Python Forum
Want a list utf8 formatted but bytestrings found
Thread Rating:
  • 0 Vote(s) - 0 Average
  • 1
  • 2
  • 3
  • 4
  • 5
Want a list utf8 formatted but bytestrings found
#11
Then you have to check,if really is using Python 3.
# Python 3.7
>>> s = '\xce\x86\xce\xba\xce\xb7\xcf\x82 \xce\xa4\xcf\x83\xce\xb9\xce\xac\xce\xbc\xce\xb7\xcf\x82'
>>> print(s.encode('latin1').decode('utf8'))
Άκης Τσιάμης
Python 2 guess encoding(which also can be bad),but work here.
>>> # Python 2.7
>>> s = '\xce\x86\xce\xba\xce\xb7\xcf\x82 \xce\xa4\xcf\x83\xce\xb9\xce\xac\xce\xbc\xce\xb7\xcf\x82'
>>> print(s.decode('utf8'))
Άκης Τσιάμης
Reply
#12
and if instead of items i say "for i in names:" i get

Output:
UnicodeEncodeError('latin-1', 'Άκης Τσιάμης', 0, 4, 'ordinal not in range(256)')
It shows the name correctly but with an error too!

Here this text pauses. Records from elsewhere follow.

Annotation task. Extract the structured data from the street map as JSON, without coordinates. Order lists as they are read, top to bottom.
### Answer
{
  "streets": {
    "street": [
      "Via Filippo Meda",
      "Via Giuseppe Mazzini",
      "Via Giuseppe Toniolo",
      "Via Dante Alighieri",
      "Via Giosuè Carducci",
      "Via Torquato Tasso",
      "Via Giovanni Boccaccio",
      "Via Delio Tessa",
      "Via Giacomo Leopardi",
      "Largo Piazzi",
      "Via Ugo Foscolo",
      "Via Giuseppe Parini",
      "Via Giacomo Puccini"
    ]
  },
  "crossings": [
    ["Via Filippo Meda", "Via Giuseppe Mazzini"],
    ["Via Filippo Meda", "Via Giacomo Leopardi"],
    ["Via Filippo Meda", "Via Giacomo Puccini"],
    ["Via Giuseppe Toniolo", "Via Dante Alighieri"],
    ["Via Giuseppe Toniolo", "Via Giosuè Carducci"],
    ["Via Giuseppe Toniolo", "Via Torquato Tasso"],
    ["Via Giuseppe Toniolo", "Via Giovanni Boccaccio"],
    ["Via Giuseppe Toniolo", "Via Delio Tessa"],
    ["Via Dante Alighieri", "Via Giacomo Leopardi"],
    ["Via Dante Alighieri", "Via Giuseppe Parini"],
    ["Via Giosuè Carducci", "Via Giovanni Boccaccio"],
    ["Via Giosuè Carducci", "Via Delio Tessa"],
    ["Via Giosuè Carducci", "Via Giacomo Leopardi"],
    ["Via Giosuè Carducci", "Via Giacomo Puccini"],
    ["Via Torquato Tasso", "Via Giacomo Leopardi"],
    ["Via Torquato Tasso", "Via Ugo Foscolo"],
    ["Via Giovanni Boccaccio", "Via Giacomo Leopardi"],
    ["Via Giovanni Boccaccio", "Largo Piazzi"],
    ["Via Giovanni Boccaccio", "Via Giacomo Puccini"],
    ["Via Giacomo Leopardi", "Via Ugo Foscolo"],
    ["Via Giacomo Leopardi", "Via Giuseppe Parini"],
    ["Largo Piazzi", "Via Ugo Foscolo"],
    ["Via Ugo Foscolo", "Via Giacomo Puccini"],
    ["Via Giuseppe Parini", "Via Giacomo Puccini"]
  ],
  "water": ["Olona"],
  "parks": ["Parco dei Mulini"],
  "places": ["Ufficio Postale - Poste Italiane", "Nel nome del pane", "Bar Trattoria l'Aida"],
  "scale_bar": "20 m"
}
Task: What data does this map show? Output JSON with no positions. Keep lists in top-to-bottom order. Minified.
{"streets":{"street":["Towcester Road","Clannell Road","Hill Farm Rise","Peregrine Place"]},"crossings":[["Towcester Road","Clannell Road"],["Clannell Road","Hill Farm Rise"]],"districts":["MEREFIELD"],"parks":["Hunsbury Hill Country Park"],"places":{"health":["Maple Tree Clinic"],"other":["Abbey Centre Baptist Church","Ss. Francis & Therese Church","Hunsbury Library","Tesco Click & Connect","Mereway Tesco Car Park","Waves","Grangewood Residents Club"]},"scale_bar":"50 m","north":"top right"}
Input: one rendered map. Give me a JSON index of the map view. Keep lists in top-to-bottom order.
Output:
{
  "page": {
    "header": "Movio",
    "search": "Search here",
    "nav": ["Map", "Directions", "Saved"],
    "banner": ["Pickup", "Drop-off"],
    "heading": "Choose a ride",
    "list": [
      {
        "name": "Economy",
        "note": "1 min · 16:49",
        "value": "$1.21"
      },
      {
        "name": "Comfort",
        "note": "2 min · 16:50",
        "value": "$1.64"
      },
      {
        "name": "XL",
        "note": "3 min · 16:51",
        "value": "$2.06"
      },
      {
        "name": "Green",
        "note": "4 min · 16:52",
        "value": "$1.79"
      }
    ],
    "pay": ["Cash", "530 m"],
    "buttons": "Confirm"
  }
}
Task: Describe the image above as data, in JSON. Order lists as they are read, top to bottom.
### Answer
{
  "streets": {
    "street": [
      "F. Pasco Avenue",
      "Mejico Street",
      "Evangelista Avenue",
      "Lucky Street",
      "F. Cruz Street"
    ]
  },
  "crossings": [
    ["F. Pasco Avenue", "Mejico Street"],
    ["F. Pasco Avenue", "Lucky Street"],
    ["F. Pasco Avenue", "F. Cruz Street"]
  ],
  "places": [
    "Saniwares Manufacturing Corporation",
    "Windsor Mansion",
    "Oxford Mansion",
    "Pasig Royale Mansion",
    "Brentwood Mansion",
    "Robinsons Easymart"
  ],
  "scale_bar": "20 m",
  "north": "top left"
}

Its indeed Python3 as it is shown here:

Output:
Python 3.6.7 (default, Dec 5 2018, 15:02:05) [GCC 4.8.5 20150623 (Red Hat 4.8.5-36)] on linux Type "help", "copyright", "credits" or "license" for more information. >>> s = '\xce\x86\xce\xba\xce\xb7\xcf\x82 \xce\xa4\xcf\x83\xce\xb9\xce\xac\xce\xbc\xce\xb7\xcf\x82' >>> print(s.encode('latin1').decode('utf8')) Άκης Τσιάμης >>>
Reply
#13
Hello, what must i do next?
Reply
#14
Check your environment,why are you using wsgi script,i would never do this as eg Flask(build on top of wsgi) that's make all simpler.
If get output as you show,then what's the problem to decode it?
items = ['', 'Alexander Lepsveridze', 'John Comeau', '\xce\x86\xce\xba\xce\xb7\xcf\x82 \xce\xa4\xcf\x83\xce\xb9\xce\xac\xce\xbc\xce\xb7\xcf\x82', '\xce\x8c\xce\xbc\xce\xb9\xce\xbb\xce\xbf\xcf\x82 \xce\xa4\xcf\x83\xce\xbf\xcf\x84\xcf\x85\xce\xbb\xce\xaf\xce\xbf\xcf\x85']
names = [s.encode('latin1').decode('utf8') for s in items]
print(names[1:])
Output:
['Alexander Lepsveridze', 'John Comeau', 'Άκης Τσιάμης', 'Όμιλος Τσοτυλίου']
Reply
#15
I guess the strings are stored in latin1 encoding, but you are using utf8 as charset for the database.
English text is based on ASCII and ASCII maps directly to latan1 and utf8.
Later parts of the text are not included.